GOAL OF THE EXERCISE => Each line of the records is to be returned verbatim, with the images omitted.

DATASET EXCERPTS =>
━━━━

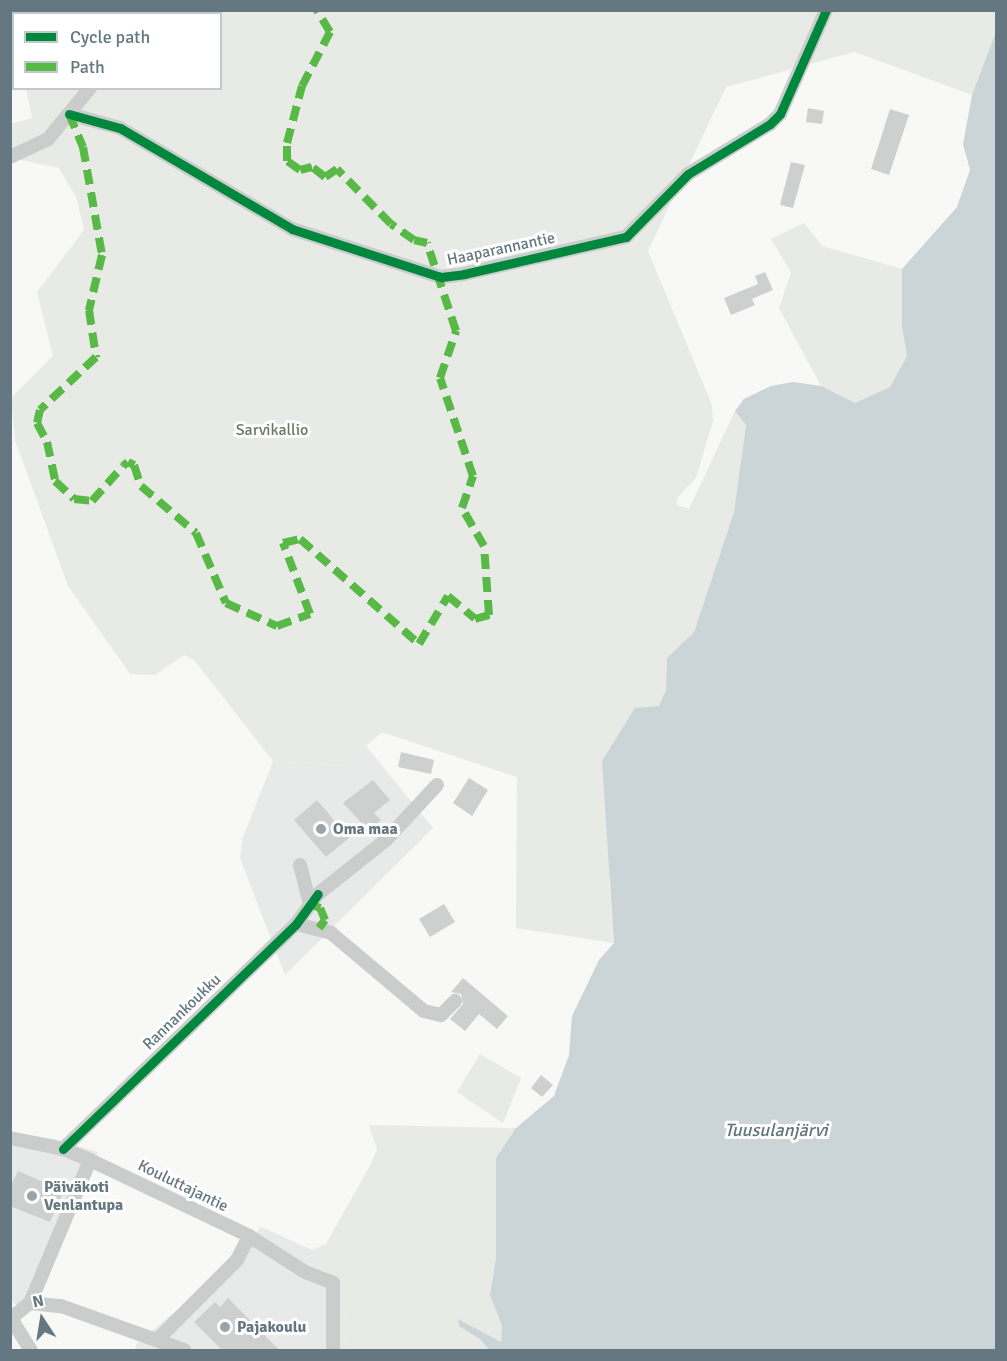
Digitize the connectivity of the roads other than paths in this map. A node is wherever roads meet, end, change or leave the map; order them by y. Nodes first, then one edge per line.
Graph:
1 (826, 10) edge
2 (88, 90) edge
3 (69, 114) junction
4 (10, 157) edge
5 (437, 786) dead end
6 (300, 866) dead end
7 (314, 899) junction
8 (296, 924) junction
9 (455, 1001) dead end
10 (10, 1138) edge
11 (63, 1149) junction
12 (90, 1160) junction
13 (249, 1236) junction
14 (30, 1303) junction
15 (11, 1318) edge
16 (158, 1340) junction
17 (31, 1350) edge
18 (183, 1350) edge
19 (333, 1350) edge

1 - 3 street, Haaparannantie
2 - 3 street
3 - 4 street
5 - 7 street, Rannankoukku
6 - 7 street
7 - 8 street, Rannankoukku
8 - 9 street
8 - 11 street, Rannankoukku
10 - 11 street, Kouluttajantie
11 - 12 street, Kouluttajantie
12 - 13 street, Kouluttajantie
12 - 14 street
13 - 16 street
13 - 19 street, Kouluttajantie
14 - 15 street
14 - 16 street
15 - 17 street
16 - 18 street

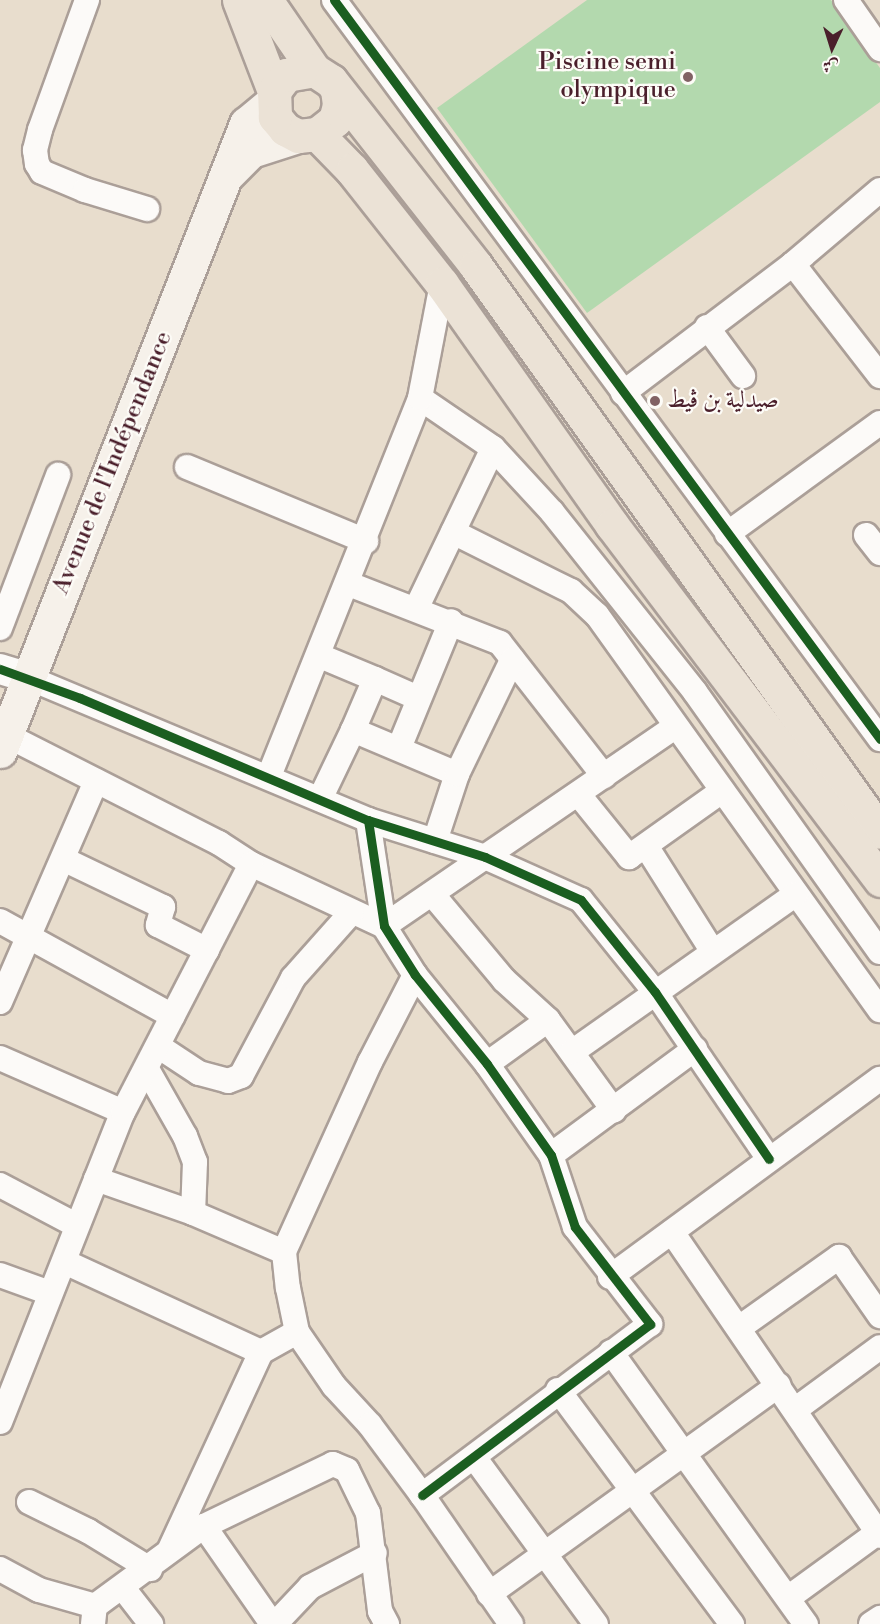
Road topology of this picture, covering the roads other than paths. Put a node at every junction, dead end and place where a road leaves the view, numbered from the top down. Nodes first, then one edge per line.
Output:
1 (87, 0) edge
2 (239, 0) edge
3 (266, 0) edge
4 (334, 0) edge
5 (846, 0) edge
6 (880, 49) edge
7 (325, 80) junction
8 (273, 97) junction
9 (308, 135) junction
10 (227, 175) junction
11 (880, 190) edge
12 (147, 209) dead end
13 (793, 264) junction
14 (442, 284) junction
15 (707, 327) junction
16 (743, 376) dead end
17 (880, 376) edge
18 (623, 393) junction
19 (420, 398) junction
20 (880, 423) edge
21 (493, 448) junction
22 (187, 467) dead end
23 (58, 475) dead end
24 (453, 532) junction
25 (727, 534) junction
26 (366, 541) junction
27 (349, 584) junction
28 (416, 609) junction
29 (451, 621) junction
30 (0, 628) edge
31 (320, 656) junction
32 (512, 660) junction
33 (9, 669) edge
34 (375, 679) junction
35 (418, 698) junction
36 (675, 727) junction
37 (353, 730) junction
38 (880, 739) edge
39 (3, 743) edge
40 (399, 748) junction
41 (457, 774) junction
42 (269, 776) junction
43 (604, 776) junction
44 (96, 781) junction
45 (722, 791) junction
46 (579, 795) junction
47 (320, 799) junction
48 (368, 820) junction
49 (880, 832) edge
50 (435, 841) junction
51 (646, 846) junction
52 (485, 857) junction
53 (63, 860) junction
54 (251, 864) junction
55 (880, 880) edge
56 (796, 894) junction
57 (434, 895) junction
58 (351, 913) junction
59 (0, 921) edge
60 (384, 926) junction
61 (30, 937) junction
62 (207, 950) junction
63 (713, 952) junction
64 (880, 952) edge
65 (415, 975) junction
66 (655, 992) junction
67 (0, 1002) edge
68 (880, 1010) edge
69 (173, 1016) junction
70 (548, 1020) junction
71 (158, 1046) junction
72 (694, 1049) junction
73 (572, 1053) junction
74 (0, 1058) edge
75 (487, 1064) junction
76 (148, 1071) junction
77 (880, 1079) edge
78 (614, 1111) junction
79 (123, 1112) junction
80 (551, 1155) junction
81 (769, 1159) junction
82 (96, 1179) junction
83 (0, 1185) edge
84 (193, 1213) junction
85 (76, 1225) junction
86 (672, 1232) junction
87 (284, 1252) junction
88 (64, 1262) junction
89 (0, 1275) edge
90 (610, 1276) junction
91 (50, 1293) junction
92 (880, 1316) edge
93 (739, 1328) junction
94 (297, 1332) junction
95 (880, 1347) edge
96 (261, 1352) junction
97 (611, 1352) junction
98 (779, 1385) junction
99 (558, 1390) junction
100 (796, 1409) junction
101 (0, 1422) edge
102 (682, 1455) junction
103 (474, 1457) junction
104 (633, 1491) junction
105 (422, 1495) junction
106 (29, 1502) dead end
107 (204, 1526) junction
108 (879, 1534) edge
109 (375, 1553) junction
110 (547, 1555) junction
111 (159, 1562) junction
112 (0, 1569) edge
113 (123, 1588) junction
114 (489, 1594) junction
115 (788, 1598) junction
116 (94, 1615) edge
117 (880, 1618) edge
118 (151, 1624) edge
119 (274, 1624) edge
120 (387, 1624) edge
121 (510, 1624) edge
122 (596, 1624) edge
123 (732, 1624) edge
124 (806, 1624) edge
125 (871, 1624) edge

1 - 12 street
2 - 8 highway
3 - 7 highway
4 - 18 street
5 - 6 street
7 - 8 highway
7 - 9 highway
7 - 49 highway
8 - 9 highway
8 - 10 main road, Avenue de l'Indépendance
9 - 10 main road
9 - 14 highway
10 - 33 main road, Avenue de l'Indépendance
11 - 13 street
13 - 15 street
13 - 17 street
14 - 19 street
14 - 55 highway
15 - 16 street
15 - 18 street
18 - 25 street
19 - 21 street
19 - 26 street
20 - 25 street
21 - 24 street
21 - 64 street
22 - 26 street
23 - 30 street
24 - 28 street
24 - 36 street
25 - 38 street
26 - 27 street
27 - 28 street
27 - 31 street
28 - 29 street
29 - 32 street
29 - 35 street
31 - 34 street
31 - 42 street
32 - 41 street
32 - 43 street
33 - 39 main road, Avenue de l'Indépendance
33 - 42 street
34 - 35 street
34 - 37 street
35 - 40 street
36 - 43 street
36 - 45 street
37 - 40 street
37 - 47 street
39 - 44 street
40 - 41 street
41 - 50 street
42 - 47 street
43 - 46 street
44 - 53 street
44 - 54 street
45 - 51 street
45 - 56 street
46 - 51 street
46 - 52 street
47 - 48 street
48 - 50 street
48 - 60 street
50 - 52 street
51 - 63 street
52 - 57 street
52 - 66 street
53 - 61 street
53 - 62 street
54 - 58 street
54 - 62 street
56 - 63 street
56 - 68 street
57 - 60 street
57 - 70 street
58 - 60 street
58 - 71 street
59 - 61 street
60 - 65 street
61 - 67 street
61 - 69 street
62 - 69 street
63 - 66 street
65 - 75 street
65 - 87 street
66 - 72 street
66 - 73 street
69 - 71 street
70 - 73 street
70 - 75 street
71 - 76 street
72 - 78 street
72 - 81 street
73 - 78 street
74 - 79 street
75 - 80 street
76 - 79 street
76 - 84 street
77 - 81 street
78 - 80 street
79 - 82 street
80 - 90 street
81 - 86 street
82 - 84 street
82 - 85 street
83 - 85 street
84 - 87 street
85 - 88 street
86 - 90 street
86 - 93 street
87 - 94 street
88 - 91 street
88 - 96 street
89 - 91 street
90 - 97 street
91 - 101 street
92 - 93 street
93 - 98 street
94 - 96 street
94 - 105 street
95 - 100 street
96 - 111 street
97 - 99 street
97 - 102 street
98 - 100 street
98 - 102 street
99 - 103 street
99 - 104 street
100 - 108 street
102 - 104 street
102 - 115 street
103 - 105 street
103 - 110 street
104 - 110 street
104 - 123 street
105 - 114 street
106 - 111 street
107 - 109 street
107 - 111 street
107 - 119 street
108 - 115 street
109 - 119 street
109 - 120 street
110 - 114 street
110 - 122 street
111 - 113 street
112 - 116 street
113 - 116 street
113 - 118 street
114 - 121 street
115 - 124 street
117 - 125 street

━━━━

EXERCISE ANSWER =>
Digitize the connectivity of the roads other than paths in this map. A node is wherever roads meet, end, change or leave the map; order them by y. Nodes first, then one edge per line.
Graph:
1 (826, 10) edge
2 (88, 90) edge
3 (69, 114) junction
4 (10, 157) edge
5 (437, 786) dead end
6 (300, 866) dead end
7 (314, 899) junction
8 (296, 924) junction
9 (455, 1001) dead end
10 (10, 1138) edge
11 (63, 1149) junction
12 (90, 1160) junction
13 (249, 1236) junction
14 (30, 1303) junction
15 (11, 1318) edge
16 (158, 1340) junction
17 (31, 1350) edge
18 (183, 1350) edge
19 (333, 1350) edge

1 - 3 street, Haaparannantie
2 - 3 street
3 - 4 street
5 - 7 street, Rannankoukku
6 - 7 street
7 - 8 street, Rannankoukku
8 - 9 street
8 - 11 street, Rannankoukku
10 - 11 street, Kouluttajantie
11 - 12 street, Kouluttajantie
12 - 13 street, Kouluttajantie
12 - 14 street
13 - 16 street
13 - 19 street, Kouluttajantie
14 - 15 street
14 - 16 street
15 - 17 street
16 - 18 street

Road topology of this picture, covering the roads other than paths. Put a node at every junction, dead end and place where a road leaves the view, numbered from the top down. Nodes first, then one edge per line.
Output:
1 (87, 0) edge
2 (239, 0) edge
3 (266, 0) edge
4 (334, 0) edge
5 (846, 0) edge
6 (880, 49) edge
7 (325, 80) junction
8 (273, 97) junction
9 (308, 135) junction
10 (227, 175) junction
11 (880, 190) edge
12 (147, 209) dead end
13 (793, 264) junction
14 (442, 284) junction
15 (707, 327) junction
16 (743, 376) dead end
17 (880, 376) edge
18 (623, 393) junction
19 (420, 398) junction
20 (880, 423) edge
21 (493, 448) junction
22 (187, 467) dead end
23 (58, 475) dead end
24 (453, 532) junction
25 (727, 534) junction
26 (366, 541) junction
27 (349, 584) junction
28 (416, 609) junction
29 (451, 621) junction
30 (0, 628) edge
31 (320, 656) junction
32 (512, 660) junction
33 (9, 669) edge
34 (375, 679) junction
35 (418, 698) junction
36 (675, 727) junction
37 (353, 730) junction
38 (880, 739) edge
39 (3, 743) edge
40 (399, 748) junction
41 (457, 774) junction
42 (269, 776) junction
43 (604, 776) junction
44 (96, 781) junction
45 (722, 791) junction
46 (579, 795) junction
47 (320, 799) junction
48 (368, 820) junction
49 (880, 832) edge
50 (435, 841) junction
51 (646, 846) junction
52 (485, 857) junction
53 (63, 860) junction
54 (251, 864) junction
55 (880, 880) edge
56 (796, 894) junction
57 (434, 895) junction
58 (351, 913) junction
59 (0, 921) edge
60 (384, 926) junction
61 (30, 937) junction
62 (207, 950) junction
63 (713, 952) junction
64 (880, 952) edge
65 (415, 975) junction
66 (655, 992) junction
67 (0, 1002) edge
68 (880, 1010) edge
69 (173, 1016) junction
70 (548, 1020) junction
71 (158, 1046) junction
72 (694, 1049) junction
73 (572, 1053) junction
74 (0, 1058) edge
75 (487, 1064) junction
76 (148, 1071) junction
77 (880, 1079) edge
78 (614, 1111) junction
79 (123, 1112) junction
80 (551, 1155) junction
81 (769, 1159) junction
82 (96, 1179) junction
83 (0, 1185) edge
84 (193, 1213) junction
85 (76, 1225) junction
86 (672, 1232) junction
87 (284, 1252) junction
88 (64, 1262) junction
89 (0, 1275) edge
90 (610, 1276) junction
91 (50, 1293) junction
92 (880, 1316) edge
93 (739, 1328) junction
94 (297, 1332) junction
95 (880, 1347) edge
96 (261, 1352) junction
97 (611, 1352) junction
98 (779, 1385) junction
99 (558, 1390) junction
100 (796, 1409) junction
101 (0, 1422) edge
102 (682, 1455) junction
103 (474, 1457) junction
104 (633, 1491) junction
105 (422, 1495) junction
106 (29, 1502) dead end
107 (204, 1526) junction
108 (879, 1534) edge
109 (375, 1553) junction
110 (547, 1555) junction
111 (159, 1562) junction
112 (0, 1569) edge
113 (123, 1588) junction
114 (489, 1594) junction
115 (788, 1598) junction
116 (94, 1615) edge
117 (880, 1618) edge
118 (151, 1624) edge
119 (274, 1624) edge
120 (387, 1624) edge
121 (510, 1624) edge
122 (596, 1624) edge
123 (732, 1624) edge
124 (806, 1624) edge
125 (871, 1624) edge

1 - 12 street
2 - 8 highway
3 - 7 highway
4 - 18 street
5 - 6 street
7 - 8 highway
7 - 9 highway
7 - 49 highway
8 - 9 highway
8 - 10 main road, Avenue de l'Indépendance
9 - 10 main road
9 - 14 highway
10 - 33 main road, Avenue de l'Indépendance
11 - 13 street
13 - 15 street
13 - 17 street
14 - 19 street
14 - 55 highway
15 - 16 street
15 - 18 street
18 - 25 street
19 - 21 street
19 - 26 street
20 - 25 street
21 - 24 street
21 - 64 street
22 - 26 street
23 - 30 street
24 - 28 street
24 - 36 street
25 - 38 street
26 - 27 street
27 - 28 street
27 - 31 street
28 - 29 street
29 - 32 street
29 - 35 street
31 - 34 street
31 - 42 street
32 - 41 street
32 - 43 street
33 - 39 main road, Avenue de l'Indépendance
33 - 42 street
34 - 35 street
34 - 37 street
35 - 40 street
36 - 43 street
36 - 45 street
37 - 40 street
37 - 47 street
39 - 44 street
40 - 41 street
41 - 50 street
42 - 47 street
43 - 46 street
44 - 53 street
44 - 54 street
45 - 51 street
45 - 56 street
46 - 51 street
46 - 52 street
47 - 48 street
48 - 50 street
48 - 60 street
50 - 52 street
51 - 63 street
52 - 57 street
52 - 66 street
53 - 61 street
53 - 62 street
54 - 58 street
54 - 62 street
56 - 63 street
56 - 68 street
57 - 60 street
57 - 70 street
58 - 60 street
58 - 71 street
59 - 61 street
60 - 65 street
61 - 67 street
61 - 69 street
62 - 69 street
63 - 66 street
65 - 75 street
65 - 87 street
66 - 72 street
66 - 73 street
69 - 71 street
70 - 73 street
70 - 75 street
71 - 76 street
72 - 78 street
72 - 81 street
73 - 78 street
74 - 79 street
75 - 80 street
76 - 79 street
76 - 84 street
77 - 81 street
78 - 80 street
79 - 82 street
80 - 90 street
81 - 86 street
82 - 84 street
82 - 85 street
83 - 85 street
84 - 87 street
85 - 88 street
86 - 90 street
86 - 93 street
87 - 94 street
88 - 91 street
88 - 96 street
89 - 91 street
90 - 97 street
91 - 101 street
92 - 93 street
93 - 98 street
94 - 96 street
94 - 105 street
95 - 100 street
96 - 111 street
97 - 99 street
97 - 102 street
98 - 100 street
98 - 102 street
99 - 103 street
99 - 104 street
100 - 108 street
102 - 104 street
102 - 115 street
103 - 105 street
103 - 110 street
104 - 110 street
104 - 123 street
105 - 114 street
106 - 111 street
107 - 109 street
107 - 111 street
107 - 119 street
108 - 115 street
109 - 119 street
109 - 120 street
110 - 114 street
110 - 122 street
111 - 113 street
112 - 116 street
113 - 116 street
113 - 118 street
114 - 121 street
115 - 124 street
117 - 125 street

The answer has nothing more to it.